(INFORMATION Opens)

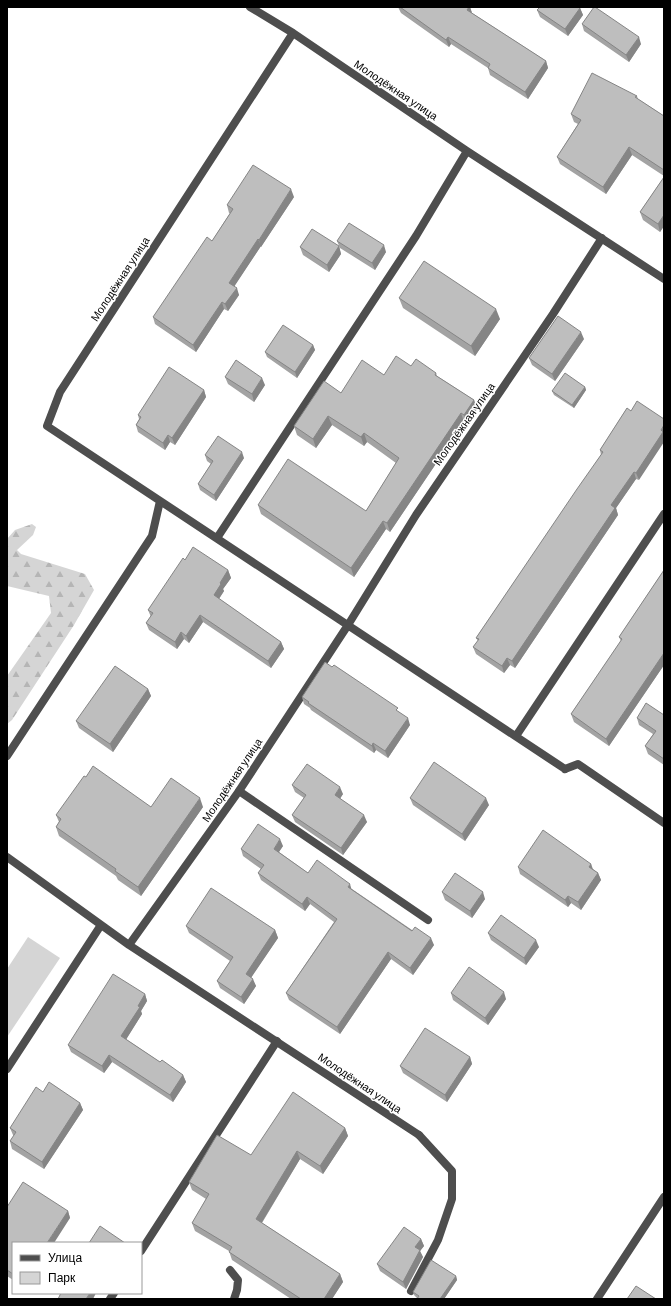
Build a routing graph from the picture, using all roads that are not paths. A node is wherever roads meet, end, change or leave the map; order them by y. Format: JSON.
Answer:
{"nodes":[{"id":1,"x":250,"y":7,"type":"edge"},
{"id":2,"x":292,"y":33,"type":"junction"},
{"id":3,"x":467,"y":151,"type":"junction"},
{"id":4,"x":602,"y":238,"type":"junction"},
{"id":5,"x":664,"y":279,"type":"edge"},
{"id":6,"x":160,"y":501,"type":"junction"},
{"id":7,"x":664,"y":514,"type":"edge"},
{"id":8,"x":217,"y":538,"type":"junction"},
{"id":9,"x":348,"y":625,"type":"junction"},
{"id":10,"x":516,"y":736,"type":"junction"},
{"id":11,"x":7,"y":756,"type":"edge"},
{"id":12,"x":239,"y":790,"type":"junction"},
{"id":13,"x":664,"y":823,"type":"edge"},
{"id":14,"x":7,"y":857,"type":"edge"},
{"id":15,"x":428,"y":920,"type":"dead end"},
{"id":16,"x":101,"y":925,"type":"junction"},
{"id":17,"x":129,"y":945,"type":"junction"},
{"id":18,"x":277,"y":1041,"type":"junction"},
{"id":19,"x":7,"y":1069,"type":"edge"},
{"id":20,"x":664,"y":1197,"type":"edge"},
{"id":21,"x":142,"y":1249,"type":"edge"},
{"id":22,"x":230,"y":1270,"type":"dead end"},
{"id":23,"x":411,"y":1291,"type":"dead end"},
{"id":24,"x":234,"y":1299,"type":"edge"},
{"id":25,"x":597,"y":1299,"type":"edge"}],
"edges":[{"from":1,"to":2,"type":"street","name":"Молодёжная улица"},
{"from":2,"to":3,"type":"street","name":"Молодёжная улица"},
{"from":2,"to":6,"type":"street","name":"Молодёжная улица"},
{"from":3,"to":4,"type":"street","name":"Молодёжная улица"},
{"from":3,"to":8,"type":"street"},
{"from":4,"to":5,"type":"street","name":"Молодёжная улица"},
{"from":4,"to":9,"type":"street","name":"Молодёжная улица"},
{"from":6,"to":8,"type":"street","name":"Молодёжная улица"},
{"from":6,"to":11,"type":"street"},
{"from":7,"to":10,"type":"street"},
{"from":8,"to":9,"type":"street","name":"Молодёжная улица"},
{"from":9,"to":10,"type":"street","name":"Молодёжная улица"},
{"from":9,"to":12,"type":"street","name":"Молодёжная улица"},
{"from":10,"to":13,"type":"street","name":"Молодёжная улица"},
{"from":12,"to":15,"type":"street"},
{"from":12,"to":17,"type":"street","name":"Молодёжная улица"},
{"from":14,"to":16,"type":"street","name":"Молодёжная улица"},
{"from":16,"to":17,"type":"street","name":"Молодёжная улица"},
{"from":16,"to":19,"type":"street"},
{"from":17,"to":18,"type":"street","name":"Молодёжная улица"},
{"from":18,"to":21,"type":"street"},
{"from":18,"to":23,"type":"street","name":"Молодёжная улица"},
{"from":20,"to":25,"type":"street"},
{"from":22,"to":24,"type":"street"}]}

(INFORMATION Closes)

EXERCISE BRIEF:
What is needed is each line of the entries that contains the word "dead".

TASK OUTPUT:
{"id":15,"x":428,"y":920,"type":"dead end"},
{"id":22,"x":230,"y":1270,"type":"dead end"},
{"id":23,"x":411,"y":1291,"type":"dead end"},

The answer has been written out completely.